◆ **Exercise goal**
Could the whole of the data below be written out verbatim?

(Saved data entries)
[Start of section]
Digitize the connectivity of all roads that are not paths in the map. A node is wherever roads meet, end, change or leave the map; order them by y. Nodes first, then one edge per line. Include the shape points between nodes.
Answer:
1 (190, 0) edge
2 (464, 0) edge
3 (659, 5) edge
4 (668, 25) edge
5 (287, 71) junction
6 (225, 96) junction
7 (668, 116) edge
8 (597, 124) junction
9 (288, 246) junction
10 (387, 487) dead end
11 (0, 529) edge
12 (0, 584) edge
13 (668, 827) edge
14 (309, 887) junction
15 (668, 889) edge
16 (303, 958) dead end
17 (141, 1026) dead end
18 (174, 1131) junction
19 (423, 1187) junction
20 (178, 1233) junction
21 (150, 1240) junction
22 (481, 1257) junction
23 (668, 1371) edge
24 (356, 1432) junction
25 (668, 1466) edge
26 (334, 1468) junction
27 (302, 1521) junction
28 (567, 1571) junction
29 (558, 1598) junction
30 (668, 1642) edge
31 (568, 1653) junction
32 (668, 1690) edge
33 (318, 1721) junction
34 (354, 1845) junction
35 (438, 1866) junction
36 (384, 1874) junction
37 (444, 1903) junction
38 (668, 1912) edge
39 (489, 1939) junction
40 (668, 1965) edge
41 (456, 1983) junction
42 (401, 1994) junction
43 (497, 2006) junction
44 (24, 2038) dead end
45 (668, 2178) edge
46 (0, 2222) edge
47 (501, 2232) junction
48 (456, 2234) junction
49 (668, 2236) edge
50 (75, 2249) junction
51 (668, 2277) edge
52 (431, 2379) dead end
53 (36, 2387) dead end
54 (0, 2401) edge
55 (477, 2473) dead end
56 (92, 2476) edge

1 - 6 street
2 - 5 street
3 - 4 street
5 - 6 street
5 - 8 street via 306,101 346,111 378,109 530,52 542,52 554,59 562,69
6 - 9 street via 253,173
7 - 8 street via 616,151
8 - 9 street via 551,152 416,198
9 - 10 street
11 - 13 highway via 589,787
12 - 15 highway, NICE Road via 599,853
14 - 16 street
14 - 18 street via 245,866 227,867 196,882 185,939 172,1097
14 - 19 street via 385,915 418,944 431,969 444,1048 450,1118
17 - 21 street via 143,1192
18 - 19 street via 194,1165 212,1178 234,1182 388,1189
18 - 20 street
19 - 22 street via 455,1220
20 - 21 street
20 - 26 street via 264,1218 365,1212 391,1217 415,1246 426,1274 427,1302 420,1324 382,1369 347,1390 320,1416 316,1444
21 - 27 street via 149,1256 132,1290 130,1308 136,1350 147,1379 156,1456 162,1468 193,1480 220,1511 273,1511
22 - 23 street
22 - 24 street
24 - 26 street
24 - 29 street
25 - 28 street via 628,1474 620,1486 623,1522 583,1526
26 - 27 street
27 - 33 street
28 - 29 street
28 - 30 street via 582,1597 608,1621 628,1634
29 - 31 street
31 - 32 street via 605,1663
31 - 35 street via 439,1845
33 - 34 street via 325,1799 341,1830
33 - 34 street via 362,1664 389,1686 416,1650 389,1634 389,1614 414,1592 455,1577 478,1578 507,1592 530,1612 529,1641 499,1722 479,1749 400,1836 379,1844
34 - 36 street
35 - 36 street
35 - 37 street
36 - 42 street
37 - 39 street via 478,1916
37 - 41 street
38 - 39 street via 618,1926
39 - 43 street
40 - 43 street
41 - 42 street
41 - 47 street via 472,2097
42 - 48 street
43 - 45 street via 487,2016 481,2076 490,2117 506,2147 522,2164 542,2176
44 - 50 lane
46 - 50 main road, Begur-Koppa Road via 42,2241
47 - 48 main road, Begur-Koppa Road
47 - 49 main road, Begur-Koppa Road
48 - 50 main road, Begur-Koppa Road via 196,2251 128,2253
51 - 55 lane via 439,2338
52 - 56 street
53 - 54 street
[End of section]
◆ **Completed task**
Digitize the connectivity of all roads that are not paths in the map. A node is wherever roads meet, end, change or leave the map; order them by y. Nodes first, then one edge per line. Include the shape points between nodes.
Answer:
1 (190, 0) edge
2 (464, 0) edge
3 (659, 5) edge
4 (668, 25) edge
5 (287, 71) junction
6 (225, 96) junction
7 (668, 116) edge
8 (597, 124) junction
9 (288, 246) junction
10 (387, 487) dead end
11 (0, 529) edge
12 (0, 584) edge
13 (668, 827) edge
14 (309, 887) junction
15 (668, 889) edge
16 (303, 958) dead end
17 (141, 1026) dead end
18 (174, 1131) junction
19 (423, 1187) junction
20 (178, 1233) junction
21 (150, 1240) junction
22 (481, 1257) junction
23 (668, 1371) edge
24 (356, 1432) junction
25 (668, 1466) edge
26 (334, 1468) junction
27 (302, 1521) junction
28 (567, 1571) junction
29 (558, 1598) junction
30 (668, 1642) edge
31 (568, 1653) junction
32 (668, 1690) edge
33 (318, 1721) junction
34 (354, 1845) junction
35 (438, 1866) junction
36 (384, 1874) junction
37 (444, 1903) junction
38 (668, 1912) edge
39 (489, 1939) junction
40 (668, 1965) edge
41 (456, 1983) junction
42 (401, 1994) junction
43 (497, 2006) junction
44 (24, 2038) dead end
45 (668, 2178) edge
46 (0, 2222) edge
47 (501, 2232) junction
48 (456, 2234) junction
49 (668, 2236) edge
50 (75, 2249) junction
51 (668, 2277) edge
52 (431, 2379) dead end
53 (36, 2387) dead end
54 (0, 2401) edge
55 (477, 2473) dead end
56 (92, 2476) edge

1 - 6 street
2 - 5 street
3 - 4 street
5 - 6 street
5 - 8 street via 306,101 346,111 378,109 530,52 542,52 554,59 562,69
6 - 9 street via 253,173
7 - 8 street via 616,151
8 - 9 street via 551,152 416,198
9 - 10 street
11 - 13 highway via 589,787
12 - 15 highway, NICE Road via 599,853
14 - 16 street
14 - 18 street via 245,866 227,867 196,882 185,939 172,1097
14 - 19 street via 385,915 418,944 431,969 444,1048 450,1118
17 - 21 street via 143,1192
18 - 19 street via 194,1165 212,1178 234,1182 388,1189
18 - 20 street
19 - 22 street via 455,1220
20 - 21 street
20 - 26 street via 264,1218 365,1212 391,1217 415,1246 426,1274 427,1302 420,1324 382,1369 347,1390 320,1416 316,1444
21 - 27 street via 149,1256 132,1290 130,1308 136,1350 147,1379 156,1456 162,1468 193,1480 220,1511 273,1511
22 - 23 street
22 - 24 street
24 - 26 street
24 - 29 street
25 - 28 street via 628,1474 620,1486 623,1522 583,1526
26 - 27 street
27 - 33 street
28 - 29 street
28 - 30 street via 582,1597 608,1621 628,1634
29 - 31 street
31 - 32 street via 605,1663
31 - 35 street via 439,1845
33 - 34 street via 325,1799 341,1830
33 - 34 street via 362,1664 389,1686 416,1650 389,1634 389,1614 414,1592 455,1577 478,1578 507,1592 530,1612 529,1641 499,1722 479,1749 400,1836 379,1844
34 - 36 street
35 - 36 street
35 - 37 street
36 - 42 street
37 - 39 street via 478,1916
37 - 41 street
38 - 39 street via 618,1926
39 - 43 street
40 - 43 street
41 - 42 street
41 - 47 street via 472,2097
42 - 48 street
43 - 45 street via 487,2016 481,2076 490,2117 506,2147 522,2164 542,2176
44 - 50 lane
46 - 50 main road, Begur-Koppa Road via 42,2241
47 - 48 main road, Begur-Koppa Road
47 - 49 main road, Begur-Koppa Road
48 - 50 main road, Begur-Koppa Road via 196,2251 128,2253
51 - 55 lane via 439,2338
52 - 56 street
53 - 54 street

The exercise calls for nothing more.